Sobre as queimadas que aconteceram e estão acontecendo este ano, o ambientalista afirmou que não foi em um volume maior que nos anos anteriores. Ele disse que os efeitos foram mais visíveis em decorrência da concentração.
“Se tratando especificamente de Mato Grosso, esse ano, o efeito da queimada apareceu mais e mais forte para as pessoas porque ele foi mais concentrado. Se você pegar um mapa de áreas, tem vários institutos que estudam isso, ele vai trazer que o volume é igual ou menor, se for maior nem tanto, que os autorizados nos anos anteriores; A diferença está em você fazer uma queimada ao longo dos três meses da seca e fazer uma queimada de todo período dentro de em 30 dias. A queimada nos outros anos foi mais dissipada, pelos estudos o volume geral de número de queimadas não é muito diferente”.
Ele avaliou que esta concentração se deve às falas e à postura do presidente Jair Bolsonaro com relação às fiscalizações e multas do Ibama. Desde que assumiu o Governo, Bolsonaro tem feito críticas e ataques ao órgão.
“Os produtores rurais cada vez mais têm menos medo do Ibama. Eu paguei uma missão para ele [Ricardo Salles]: Mete a foice em todo mundo. Não quero xiita ocupando esses cargos, tem gente boa lá, tem, mas o homem do campo não pode se apavorar com a fiscalização e a fiscalização é no primeiro momento, advertir, caso persista no erro, aí tudo bem”, já declarou o presidente.

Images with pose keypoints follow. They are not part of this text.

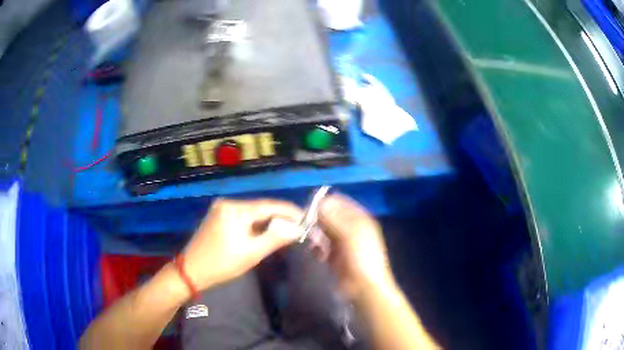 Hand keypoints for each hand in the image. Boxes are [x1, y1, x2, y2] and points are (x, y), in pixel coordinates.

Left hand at [182, 199, 302, 290]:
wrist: (191, 270)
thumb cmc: (222, 264)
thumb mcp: (252, 253)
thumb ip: (275, 238)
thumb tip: (298, 229)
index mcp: (235, 209)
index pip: (269, 205)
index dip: (289, 211)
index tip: (306, 218)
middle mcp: (228, 203)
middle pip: (260, 207)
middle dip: (279, 217)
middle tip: (297, 227)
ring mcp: (221, 208)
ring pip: (252, 212)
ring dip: (267, 221)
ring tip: (285, 230)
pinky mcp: (218, 216)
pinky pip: (242, 216)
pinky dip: (255, 224)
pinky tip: (264, 232)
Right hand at [318, 194, 395, 299]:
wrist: (364, 289)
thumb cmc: (361, 259)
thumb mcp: (350, 235)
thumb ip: (335, 219)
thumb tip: (321, 202)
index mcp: (359, 220)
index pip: (340, 203)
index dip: (326, 203)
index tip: (310, 207)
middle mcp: (350, 229)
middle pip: (330, 217)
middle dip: (318, 219)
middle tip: (306, 224)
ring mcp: (342, 244)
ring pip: (324, 231)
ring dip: (316, 233)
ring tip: (311, 239)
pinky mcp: (334, 257)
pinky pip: (321, 247)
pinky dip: (316, 247)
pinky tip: (314, 251) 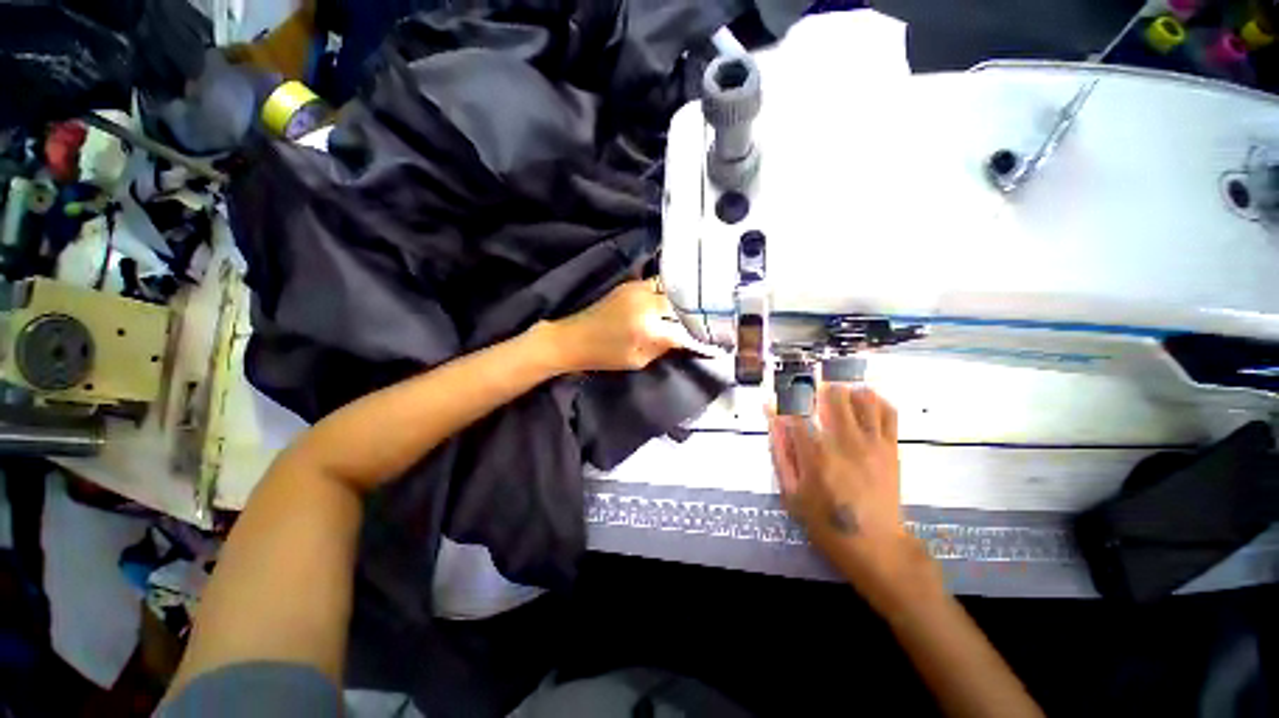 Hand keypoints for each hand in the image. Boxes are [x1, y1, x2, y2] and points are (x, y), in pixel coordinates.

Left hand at [548, 278, 708, 372]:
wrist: (572, 338)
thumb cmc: (604, 356)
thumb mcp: (638, 360)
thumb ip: (663, 347)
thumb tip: (685, 339)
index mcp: (647, 326)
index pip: (683, 329)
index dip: (700, 336)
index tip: (715, 342)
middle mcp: (646, 301)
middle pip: (682, 303)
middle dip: (696, 314)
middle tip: (709, 321)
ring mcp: (637, 289)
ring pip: (672, 289)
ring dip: (684, 299)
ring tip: (696, 308)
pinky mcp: (630, 285)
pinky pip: (658, 284)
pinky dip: (669, 292)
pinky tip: (675, 301)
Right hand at [768, 384, 934, 606]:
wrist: (876, 546)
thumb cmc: (826, 522)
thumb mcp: (790, 492)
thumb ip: (780, 452)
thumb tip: (772, 419)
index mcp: (815, 454)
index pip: (796, 410)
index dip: (785, 398)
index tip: (779, 396)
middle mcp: (844, 441)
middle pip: (831, 394)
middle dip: (816, 385)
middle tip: (807, 389)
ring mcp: (871, 443)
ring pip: (860, 397)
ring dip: (844, 389)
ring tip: (833, 392)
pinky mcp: (890, 447)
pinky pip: (887, 412)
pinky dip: (874, 399)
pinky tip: (862, 400)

Medidas impostas pelo ministro do Meio Ambiente, Ricardo Salles, a mando de Bolsonaro, como a que obriga que as infrações ambientais sejam analisadas previamente por um “Núcleo de Conciliação Ambiental”, resultaram na diminuição de ações do Ibama. Bolsonaro já classificou a fiscalização do Ibama como “indústria da multa”, determinando ainda corte de verbas públicas.
Após a repercussão internacional das queimadas no Brasil, houve movimentação do Governo Federal para solucionar o problema. O presidente Jair Bolsonaro assinou o decreto de GLO (Garantia da Lei e da Ordem), que na prática, autoriza o envio de militares das Forças Armadas para ajudar no que for necessário. O advogado avalia que esta medida veio tarde demais.
“Do meu ponto de vista este decreto veio atrasado, ou seja, as pessoas já tinham feito esta queima desproporcional. Por exemplo, na época da Copa não esperou ter um tumulto nos Estádios para poder instituir, instituiu antes. Então agora nesta época da seca extrema, na época em que o Governo vinha dizendo que iria diminuir a fiscalização, que iria diminuir o combate, ‘agora tem é que produzir’. Aí todo mundo se sentiu despido da Lei, não se sentiu alcançada por ela. Aí por isso que concentrou tanto nesta época as queimadas. O peixe morre pela boca, e neste caso está morrendo pela fala”.
Illvanio também explicou que punições para quem for autuado por prática de queimada ilegal, podem ir desde uma advertência, em alguns casos multa, até chegar à pena de prisão. Já o país pode ser prejudicado nas relações comerciais internacionais e no recebimento de verbas para a proteção da Amazônia.
“Nós podemos ser prejudicados sim, com a imagem. A imagem de um país devastador é terrível. Então este cenário faz com que os países deixem de aportar recursos e ainda façam exigências sobre aquilo que já aportaram. E estes valores que vem são muito bem vindos, são muito bem aplicados”.